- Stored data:
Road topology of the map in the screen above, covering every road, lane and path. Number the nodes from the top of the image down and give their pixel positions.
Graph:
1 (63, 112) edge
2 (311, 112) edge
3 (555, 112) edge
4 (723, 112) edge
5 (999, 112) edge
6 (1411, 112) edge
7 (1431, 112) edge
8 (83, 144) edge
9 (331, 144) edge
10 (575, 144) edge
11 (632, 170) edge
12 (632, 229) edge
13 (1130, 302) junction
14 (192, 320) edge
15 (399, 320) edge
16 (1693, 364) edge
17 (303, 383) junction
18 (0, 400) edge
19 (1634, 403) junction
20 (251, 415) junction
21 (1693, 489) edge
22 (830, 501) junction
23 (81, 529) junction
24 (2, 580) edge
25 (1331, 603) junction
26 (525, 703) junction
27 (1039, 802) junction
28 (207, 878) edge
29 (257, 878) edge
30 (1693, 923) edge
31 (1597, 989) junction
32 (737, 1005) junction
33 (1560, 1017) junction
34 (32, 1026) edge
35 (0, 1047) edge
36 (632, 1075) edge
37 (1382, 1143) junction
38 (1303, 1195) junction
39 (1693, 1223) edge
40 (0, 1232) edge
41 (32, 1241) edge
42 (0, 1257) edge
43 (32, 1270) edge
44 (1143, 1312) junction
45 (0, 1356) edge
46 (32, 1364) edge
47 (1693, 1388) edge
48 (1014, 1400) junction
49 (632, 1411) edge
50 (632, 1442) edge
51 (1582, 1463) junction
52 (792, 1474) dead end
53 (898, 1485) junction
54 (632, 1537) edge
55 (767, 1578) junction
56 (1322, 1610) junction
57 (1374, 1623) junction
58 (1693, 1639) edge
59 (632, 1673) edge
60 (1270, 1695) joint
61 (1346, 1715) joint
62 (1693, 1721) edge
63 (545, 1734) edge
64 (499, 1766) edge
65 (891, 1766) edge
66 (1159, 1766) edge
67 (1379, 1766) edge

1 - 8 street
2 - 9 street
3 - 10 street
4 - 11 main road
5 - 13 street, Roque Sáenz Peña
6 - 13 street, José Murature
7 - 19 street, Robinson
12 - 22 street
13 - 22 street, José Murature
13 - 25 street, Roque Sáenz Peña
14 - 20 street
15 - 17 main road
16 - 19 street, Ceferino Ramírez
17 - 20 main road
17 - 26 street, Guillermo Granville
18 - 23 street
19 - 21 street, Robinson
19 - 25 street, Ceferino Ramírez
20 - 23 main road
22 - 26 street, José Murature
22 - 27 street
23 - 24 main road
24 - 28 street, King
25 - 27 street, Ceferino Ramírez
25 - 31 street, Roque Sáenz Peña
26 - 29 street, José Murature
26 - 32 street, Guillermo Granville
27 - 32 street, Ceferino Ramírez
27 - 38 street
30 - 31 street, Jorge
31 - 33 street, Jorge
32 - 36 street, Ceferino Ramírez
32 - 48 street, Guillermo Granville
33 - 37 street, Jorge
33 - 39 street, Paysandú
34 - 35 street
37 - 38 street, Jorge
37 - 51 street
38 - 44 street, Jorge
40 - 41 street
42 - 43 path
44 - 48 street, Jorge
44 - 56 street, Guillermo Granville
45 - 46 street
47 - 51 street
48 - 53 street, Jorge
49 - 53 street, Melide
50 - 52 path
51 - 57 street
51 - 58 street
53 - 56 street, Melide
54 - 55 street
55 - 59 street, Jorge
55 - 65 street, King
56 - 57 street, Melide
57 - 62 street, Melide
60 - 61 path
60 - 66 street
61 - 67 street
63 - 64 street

- The task:
A faithful copy of every record is required; output it in full.

- Reply:
Road topology of the map in the screen above, covering every road, lane and path. Number the nodes from the top of the image down and give their pixel positions.
Graph:
1 (63, 112) edge
2 (311, 112) edge
3 (555, 112) edge
4 (723, 112) edge
5 (999, 112) edge
6 (1411, 112) edge
7 (1431, 112) edge
8 (83, 144) edge
9 (331, 144) edge
10 (575, 144) edge
11 (632, 170) edge
12 (632, 229) edge
13 (1130, 302) junction
14 (192, 320) edge
15 (399, 320) edge
16 (1693, 364) edge
17 (303, 383) junction
18 (0, 400) edge
19 (1634, 403) junction
20 (251, 415) junction
21 (1693, 489) edge
22 (830, 501) junction
23 (81, 529) junction
24 (2, 580) edge
25 (1331, 603) junction
26 (525, 703) junction
27 (1039, 802) junction
28 (207, 878) edge
29 (257, 878) edge
30 (1693, 923) edge
31 (1597, 989) junction
32 (737, 1005) junction
33 (1560, 1017) junction
34 (32, 1026) edge
35 (0, 1047) edge
36 (632, 1075) edge
37 (1382, 1143) junction
38 (1303, 1195) junction
39 (1693, 1223) edge
40 (0, 1232) edge
41 (32, 1241) edge
42 (0, 1257) edge
43 (32, 1270) edge
44 (1143, 1312) junction
45 (0, 1356) edge
46 (32, 1364) edge
47 (1693, 1388) edge
48 (1014, 1400) junction
49 (632, 1411) edge
50 (632, 1442) edge
51 (1582, 1463) junction
52 (792, 1474) dead end
53 (898, 1485) junction
54 (632, 1537) edge
55 (767, 1578) junction
56 (1322, 1610) junction
57 (1374, 1623) junction
58 (1693, 1639) edge
59 (632, 1673) edge
60 (1270, 1695) joint
61 (1346, 1715) joint
62 (1693, 1721) edge
63 (545, 1734) edge
64 (499, 1766) edge
65 (891, 1766) edge
66 (1159, 1766) edge
67 (1379, 1766) edge

1 - 8 street
2 - 9 street
3 - 10 street
4 - 11 main road
5 - 13 street, Roque Sáenz Peña
6 - 13 street, José Murature
7 - 19 street, Robinson
12 - 22 street
13 - 22 street, José Murature
13 - 25 street, Roque Sáenz Peña
14 - 20 street
15 - 17 main road
16 - 19 street, Ceferino Ramírez
17 - 20 main road
17 - 26 street, Guillermo Granville
18 - 23 street
19 - 21 street, Robinson
19 - 25 street, Ceferino Ramírez
20 - 23 main road
22 - 26 street, José Murature
22 - 27 street
23 - 24 main road
24 - 28 street, King
25 - 27 street, Ceferino Ramírez
25 - 31 street, Roque Sáenz Peña
26 - 29 street, José Murature
26 - 32 street, Guillermo Granville
27 - 32 street, Ceferino Ramírez
27 - 38 street
30 - 31 street, Jorge
31 - 33 street, Jorge
32 - 36 street, Ceferino Ramírez
32 - 48 street, Guillermo Granville
33 - 37 street, Jorge
33 - 39 street, Paysandú
34 - 35 street
37 - 38 street, Jorge
37 - 51 street
38 - 44 street, Jorge
40 - 41 street
42 - 43 path
44 - 48 street, Jorge
44 - 56 street, Guillermo Granville
45 - 46 street
47 - 51 street
48 - 53 street, Jorge
49 - 53 street, Melide
50 - 52 path
51 - 57 street
51 - 58 street
53 - 56 street, Melide
54 - 55 street
55 - 59 street, Jorge
55 - 65 street, King
56 - 57 street, Melide
57 - 62 street, Melide
60 - 61 path
60 - 66 street
61 - 67 street
63 - 64 street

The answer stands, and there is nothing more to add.